SYDNEY (Reuters Life!) - More Australian companies are blocking access to social networking websites such as Twitter and Facebook, trying to make employees more productive in a sagging economy, the country's dominant phone company says.
Figures released by Telstra Corp and Internet security specialists MessageLabs show a four-fold spike in the number of times employers have blocked access to social networking sites between June 2008 and April 2009.
Some 6,000 attempts to access social networking sites are blocked each day, compared with 2,000 a day 10 months ago.
"If an employee spends as much as an hour a day on Facebook, it can end up costing a business thousands of dollars in lost time over the course of a year," Telstra Business Executive Director Brian Harcourt said.
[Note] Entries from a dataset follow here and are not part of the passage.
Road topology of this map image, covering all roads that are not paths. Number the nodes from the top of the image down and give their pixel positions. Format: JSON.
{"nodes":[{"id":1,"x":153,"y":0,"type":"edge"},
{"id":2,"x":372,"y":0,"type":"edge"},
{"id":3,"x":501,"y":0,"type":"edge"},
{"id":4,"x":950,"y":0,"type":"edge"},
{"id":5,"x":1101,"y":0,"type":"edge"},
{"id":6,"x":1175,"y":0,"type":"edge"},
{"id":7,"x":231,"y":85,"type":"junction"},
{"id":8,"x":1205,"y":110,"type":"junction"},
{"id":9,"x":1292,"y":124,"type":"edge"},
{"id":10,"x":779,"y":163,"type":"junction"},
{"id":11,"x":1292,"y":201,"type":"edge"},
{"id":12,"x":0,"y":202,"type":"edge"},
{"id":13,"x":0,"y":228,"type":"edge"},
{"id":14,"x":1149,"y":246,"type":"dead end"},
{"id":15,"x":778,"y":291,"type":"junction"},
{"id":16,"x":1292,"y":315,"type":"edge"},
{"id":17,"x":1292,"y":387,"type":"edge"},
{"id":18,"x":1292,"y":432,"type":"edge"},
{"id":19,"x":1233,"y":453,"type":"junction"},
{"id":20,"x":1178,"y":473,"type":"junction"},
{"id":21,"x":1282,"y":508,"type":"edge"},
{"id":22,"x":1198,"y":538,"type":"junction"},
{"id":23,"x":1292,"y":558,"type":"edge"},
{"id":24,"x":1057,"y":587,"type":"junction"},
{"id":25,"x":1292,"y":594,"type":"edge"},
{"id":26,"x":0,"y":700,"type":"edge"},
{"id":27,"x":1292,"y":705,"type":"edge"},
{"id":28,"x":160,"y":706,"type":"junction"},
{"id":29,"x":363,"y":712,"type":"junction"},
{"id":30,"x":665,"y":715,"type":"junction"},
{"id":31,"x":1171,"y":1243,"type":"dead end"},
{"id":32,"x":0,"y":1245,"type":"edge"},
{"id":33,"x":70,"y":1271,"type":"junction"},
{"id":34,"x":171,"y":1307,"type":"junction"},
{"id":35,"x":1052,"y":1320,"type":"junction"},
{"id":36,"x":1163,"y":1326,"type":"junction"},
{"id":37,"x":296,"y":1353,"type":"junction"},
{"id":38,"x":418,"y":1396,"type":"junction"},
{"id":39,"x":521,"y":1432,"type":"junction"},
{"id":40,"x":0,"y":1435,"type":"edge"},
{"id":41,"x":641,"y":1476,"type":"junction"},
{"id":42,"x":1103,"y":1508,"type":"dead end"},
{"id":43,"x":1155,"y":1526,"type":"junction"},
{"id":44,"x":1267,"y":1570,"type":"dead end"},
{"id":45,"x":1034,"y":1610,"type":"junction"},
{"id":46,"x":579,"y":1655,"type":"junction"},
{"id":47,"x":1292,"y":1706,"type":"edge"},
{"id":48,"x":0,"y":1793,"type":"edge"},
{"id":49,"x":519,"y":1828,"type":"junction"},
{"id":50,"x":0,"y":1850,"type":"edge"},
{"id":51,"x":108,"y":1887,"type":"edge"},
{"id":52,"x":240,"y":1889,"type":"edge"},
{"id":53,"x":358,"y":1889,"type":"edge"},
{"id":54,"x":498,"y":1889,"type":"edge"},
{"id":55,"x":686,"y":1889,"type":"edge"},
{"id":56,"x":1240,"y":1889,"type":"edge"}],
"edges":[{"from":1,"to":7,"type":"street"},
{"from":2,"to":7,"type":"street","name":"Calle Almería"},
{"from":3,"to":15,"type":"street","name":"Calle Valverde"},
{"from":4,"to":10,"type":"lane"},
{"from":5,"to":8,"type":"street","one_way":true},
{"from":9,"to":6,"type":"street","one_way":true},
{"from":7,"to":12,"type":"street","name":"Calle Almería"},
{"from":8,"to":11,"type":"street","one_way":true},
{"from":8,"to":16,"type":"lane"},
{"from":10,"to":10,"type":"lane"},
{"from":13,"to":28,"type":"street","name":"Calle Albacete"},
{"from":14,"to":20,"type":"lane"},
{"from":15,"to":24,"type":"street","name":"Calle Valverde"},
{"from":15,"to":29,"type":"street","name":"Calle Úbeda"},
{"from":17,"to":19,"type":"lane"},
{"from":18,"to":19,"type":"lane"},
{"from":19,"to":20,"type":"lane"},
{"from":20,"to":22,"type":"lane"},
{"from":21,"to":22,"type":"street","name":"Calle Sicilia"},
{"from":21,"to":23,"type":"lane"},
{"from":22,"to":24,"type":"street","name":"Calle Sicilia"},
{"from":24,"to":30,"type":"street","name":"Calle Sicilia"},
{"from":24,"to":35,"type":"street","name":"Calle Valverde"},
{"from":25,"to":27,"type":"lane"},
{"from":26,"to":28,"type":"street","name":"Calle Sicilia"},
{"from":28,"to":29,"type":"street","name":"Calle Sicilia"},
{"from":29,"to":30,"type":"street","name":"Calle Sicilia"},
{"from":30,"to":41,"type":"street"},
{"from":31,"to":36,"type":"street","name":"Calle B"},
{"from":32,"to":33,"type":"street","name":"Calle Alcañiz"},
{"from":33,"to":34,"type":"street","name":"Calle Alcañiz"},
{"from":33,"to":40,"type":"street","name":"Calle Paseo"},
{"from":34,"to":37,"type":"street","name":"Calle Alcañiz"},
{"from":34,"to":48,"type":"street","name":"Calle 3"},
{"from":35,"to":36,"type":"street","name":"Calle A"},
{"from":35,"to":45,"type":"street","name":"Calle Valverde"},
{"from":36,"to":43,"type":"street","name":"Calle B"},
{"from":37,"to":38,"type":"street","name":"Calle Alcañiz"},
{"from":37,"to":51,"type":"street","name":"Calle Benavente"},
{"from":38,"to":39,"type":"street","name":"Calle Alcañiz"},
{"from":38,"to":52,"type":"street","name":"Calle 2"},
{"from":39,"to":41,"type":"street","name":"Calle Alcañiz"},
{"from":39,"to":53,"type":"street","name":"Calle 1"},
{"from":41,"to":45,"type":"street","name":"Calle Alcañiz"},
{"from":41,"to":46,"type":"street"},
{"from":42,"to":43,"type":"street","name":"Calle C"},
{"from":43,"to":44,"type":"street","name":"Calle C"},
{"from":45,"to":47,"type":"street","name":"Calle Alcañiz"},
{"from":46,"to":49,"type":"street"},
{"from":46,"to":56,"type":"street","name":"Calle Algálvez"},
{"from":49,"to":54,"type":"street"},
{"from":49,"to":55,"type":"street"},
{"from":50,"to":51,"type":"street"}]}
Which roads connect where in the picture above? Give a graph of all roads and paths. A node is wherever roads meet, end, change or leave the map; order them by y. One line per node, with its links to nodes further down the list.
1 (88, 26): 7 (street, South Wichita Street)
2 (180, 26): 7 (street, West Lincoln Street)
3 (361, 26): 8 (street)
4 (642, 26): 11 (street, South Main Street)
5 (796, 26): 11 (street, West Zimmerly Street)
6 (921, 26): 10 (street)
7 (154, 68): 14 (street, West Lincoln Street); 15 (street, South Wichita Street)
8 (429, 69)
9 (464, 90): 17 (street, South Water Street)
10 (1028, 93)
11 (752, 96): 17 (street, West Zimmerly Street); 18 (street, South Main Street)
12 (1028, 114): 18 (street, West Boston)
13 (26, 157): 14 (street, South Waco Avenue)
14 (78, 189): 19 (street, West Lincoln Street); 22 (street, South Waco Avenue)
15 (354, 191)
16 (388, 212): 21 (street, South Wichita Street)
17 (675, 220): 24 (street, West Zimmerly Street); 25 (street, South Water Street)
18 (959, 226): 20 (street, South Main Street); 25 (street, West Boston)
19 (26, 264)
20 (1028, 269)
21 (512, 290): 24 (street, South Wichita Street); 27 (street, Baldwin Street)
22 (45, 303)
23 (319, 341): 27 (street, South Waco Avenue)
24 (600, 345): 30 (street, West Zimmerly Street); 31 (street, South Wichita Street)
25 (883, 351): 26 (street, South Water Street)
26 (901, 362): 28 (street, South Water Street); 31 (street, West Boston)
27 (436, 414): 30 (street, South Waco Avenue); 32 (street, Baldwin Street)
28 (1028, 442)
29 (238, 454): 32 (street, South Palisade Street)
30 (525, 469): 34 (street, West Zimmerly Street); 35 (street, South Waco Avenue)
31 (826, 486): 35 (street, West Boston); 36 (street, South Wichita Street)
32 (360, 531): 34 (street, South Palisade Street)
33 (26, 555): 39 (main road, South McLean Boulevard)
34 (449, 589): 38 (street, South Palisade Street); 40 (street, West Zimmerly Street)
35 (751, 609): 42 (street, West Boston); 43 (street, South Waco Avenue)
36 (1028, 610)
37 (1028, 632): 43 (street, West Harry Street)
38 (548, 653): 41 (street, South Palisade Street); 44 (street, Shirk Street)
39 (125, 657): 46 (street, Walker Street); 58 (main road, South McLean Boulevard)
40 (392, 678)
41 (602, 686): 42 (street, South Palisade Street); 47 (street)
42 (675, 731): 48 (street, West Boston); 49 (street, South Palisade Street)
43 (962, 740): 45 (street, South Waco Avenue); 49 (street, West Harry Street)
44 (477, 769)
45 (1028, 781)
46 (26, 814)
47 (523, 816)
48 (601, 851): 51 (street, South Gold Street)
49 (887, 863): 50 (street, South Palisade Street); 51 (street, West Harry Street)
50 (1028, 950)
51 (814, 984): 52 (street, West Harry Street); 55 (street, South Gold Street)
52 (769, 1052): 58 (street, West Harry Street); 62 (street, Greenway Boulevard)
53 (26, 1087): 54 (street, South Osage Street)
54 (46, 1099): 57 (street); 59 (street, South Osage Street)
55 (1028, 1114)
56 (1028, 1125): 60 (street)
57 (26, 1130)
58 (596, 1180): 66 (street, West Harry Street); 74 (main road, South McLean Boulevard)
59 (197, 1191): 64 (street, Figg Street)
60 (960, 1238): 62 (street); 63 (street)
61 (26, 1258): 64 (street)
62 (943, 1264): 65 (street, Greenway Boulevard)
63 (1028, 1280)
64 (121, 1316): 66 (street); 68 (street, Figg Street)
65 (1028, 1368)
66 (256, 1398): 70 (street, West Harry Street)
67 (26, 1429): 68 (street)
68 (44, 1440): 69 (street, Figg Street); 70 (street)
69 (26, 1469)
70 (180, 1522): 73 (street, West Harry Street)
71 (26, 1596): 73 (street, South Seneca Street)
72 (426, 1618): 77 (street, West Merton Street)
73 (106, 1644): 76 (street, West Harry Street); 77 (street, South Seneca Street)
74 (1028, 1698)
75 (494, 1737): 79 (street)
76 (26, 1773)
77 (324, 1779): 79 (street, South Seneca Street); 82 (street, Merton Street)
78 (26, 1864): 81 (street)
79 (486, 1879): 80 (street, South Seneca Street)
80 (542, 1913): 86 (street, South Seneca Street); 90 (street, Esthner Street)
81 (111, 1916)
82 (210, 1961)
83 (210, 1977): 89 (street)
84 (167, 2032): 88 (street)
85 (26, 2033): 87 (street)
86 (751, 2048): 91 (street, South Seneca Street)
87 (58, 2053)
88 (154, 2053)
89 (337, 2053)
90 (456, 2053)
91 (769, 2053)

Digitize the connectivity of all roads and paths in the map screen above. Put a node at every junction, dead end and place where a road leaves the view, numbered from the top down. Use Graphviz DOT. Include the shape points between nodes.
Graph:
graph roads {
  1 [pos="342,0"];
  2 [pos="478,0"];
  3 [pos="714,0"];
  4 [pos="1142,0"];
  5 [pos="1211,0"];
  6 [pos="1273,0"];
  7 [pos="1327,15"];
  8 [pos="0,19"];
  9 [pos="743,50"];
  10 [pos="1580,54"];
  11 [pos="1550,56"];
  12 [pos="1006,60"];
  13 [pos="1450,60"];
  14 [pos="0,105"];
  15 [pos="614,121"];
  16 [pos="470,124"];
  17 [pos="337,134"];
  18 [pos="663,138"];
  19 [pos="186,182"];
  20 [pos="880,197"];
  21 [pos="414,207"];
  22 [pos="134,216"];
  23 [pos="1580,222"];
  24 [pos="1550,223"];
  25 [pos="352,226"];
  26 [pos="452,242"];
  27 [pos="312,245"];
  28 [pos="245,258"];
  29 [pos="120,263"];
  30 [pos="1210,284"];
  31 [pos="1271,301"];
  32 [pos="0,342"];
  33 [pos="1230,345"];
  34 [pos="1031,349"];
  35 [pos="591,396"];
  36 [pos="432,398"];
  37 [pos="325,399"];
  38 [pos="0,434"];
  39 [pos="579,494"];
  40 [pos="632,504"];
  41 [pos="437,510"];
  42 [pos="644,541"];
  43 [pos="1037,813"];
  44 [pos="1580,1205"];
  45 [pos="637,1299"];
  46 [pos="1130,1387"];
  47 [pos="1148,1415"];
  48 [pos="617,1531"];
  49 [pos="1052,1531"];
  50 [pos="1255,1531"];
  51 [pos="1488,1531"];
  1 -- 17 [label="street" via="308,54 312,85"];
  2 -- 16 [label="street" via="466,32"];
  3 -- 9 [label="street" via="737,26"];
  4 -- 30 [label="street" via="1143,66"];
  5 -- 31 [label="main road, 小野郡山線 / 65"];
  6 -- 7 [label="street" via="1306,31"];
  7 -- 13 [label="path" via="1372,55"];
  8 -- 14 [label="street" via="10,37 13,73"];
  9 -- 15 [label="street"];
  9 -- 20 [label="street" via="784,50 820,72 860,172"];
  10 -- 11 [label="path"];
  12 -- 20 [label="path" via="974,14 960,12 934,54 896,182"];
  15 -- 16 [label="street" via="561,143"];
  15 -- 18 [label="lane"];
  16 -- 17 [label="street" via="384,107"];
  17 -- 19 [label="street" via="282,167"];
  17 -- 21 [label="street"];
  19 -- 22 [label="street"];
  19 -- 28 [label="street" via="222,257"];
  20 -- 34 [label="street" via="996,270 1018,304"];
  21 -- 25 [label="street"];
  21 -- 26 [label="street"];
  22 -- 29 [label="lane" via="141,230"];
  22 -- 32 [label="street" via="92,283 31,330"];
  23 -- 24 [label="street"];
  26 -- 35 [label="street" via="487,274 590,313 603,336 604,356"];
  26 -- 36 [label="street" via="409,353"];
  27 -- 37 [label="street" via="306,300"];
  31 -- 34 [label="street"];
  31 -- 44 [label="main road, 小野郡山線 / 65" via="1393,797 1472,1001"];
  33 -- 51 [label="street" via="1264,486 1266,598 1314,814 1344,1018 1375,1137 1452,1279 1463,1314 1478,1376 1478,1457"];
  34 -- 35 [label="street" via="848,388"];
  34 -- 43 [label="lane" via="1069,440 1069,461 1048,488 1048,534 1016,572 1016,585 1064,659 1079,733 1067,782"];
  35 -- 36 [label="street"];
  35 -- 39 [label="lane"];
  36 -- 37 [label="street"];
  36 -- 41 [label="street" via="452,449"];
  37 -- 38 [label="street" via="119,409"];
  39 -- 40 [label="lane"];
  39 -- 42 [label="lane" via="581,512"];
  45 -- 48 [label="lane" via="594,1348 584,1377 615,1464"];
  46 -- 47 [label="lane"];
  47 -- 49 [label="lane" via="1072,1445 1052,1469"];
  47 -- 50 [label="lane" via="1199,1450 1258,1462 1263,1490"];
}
"Tweeting, friending or poking your way through the working day may not be the best way to improve the productivity of those many small businesses which are battling to find a way through the challenging economy," he said in a statement.
According to a review of web-usage trends of Australian small and medium enterprises, the total number of URLs "blocked" by organizations has jumped by 193 percent since January, the majority of which are social networking sites.
Bigger companies, including Telstra, have introduced guidelines to staff on acceptable web usage, the statement said.
"There is a clear need for formal policies on the use of social networking sites in the workplace and the appropriate software tools that support those policies," Harcourt said.
On top of distracting workers, excessive online social networking in a smaller office can also drain expensive bandwidth and cut into IT costs, says Kerrie-Ann Turner of MessageLab's parent company Symantec.
"Individual employers have different views on social networking but the overwhelming trend seems to favor blocking access to these sites, particularly in light of the economic environment," Turner said.
Social networking sites are booming, with the latest figures by Nielsen Online showing the number of minutes spent on them in the United States almost doubling over the past year.
But a recent study by the University of Melbourne showed that people who use the Internet for personal reasons at work are about 9 percent more productive than those who do not.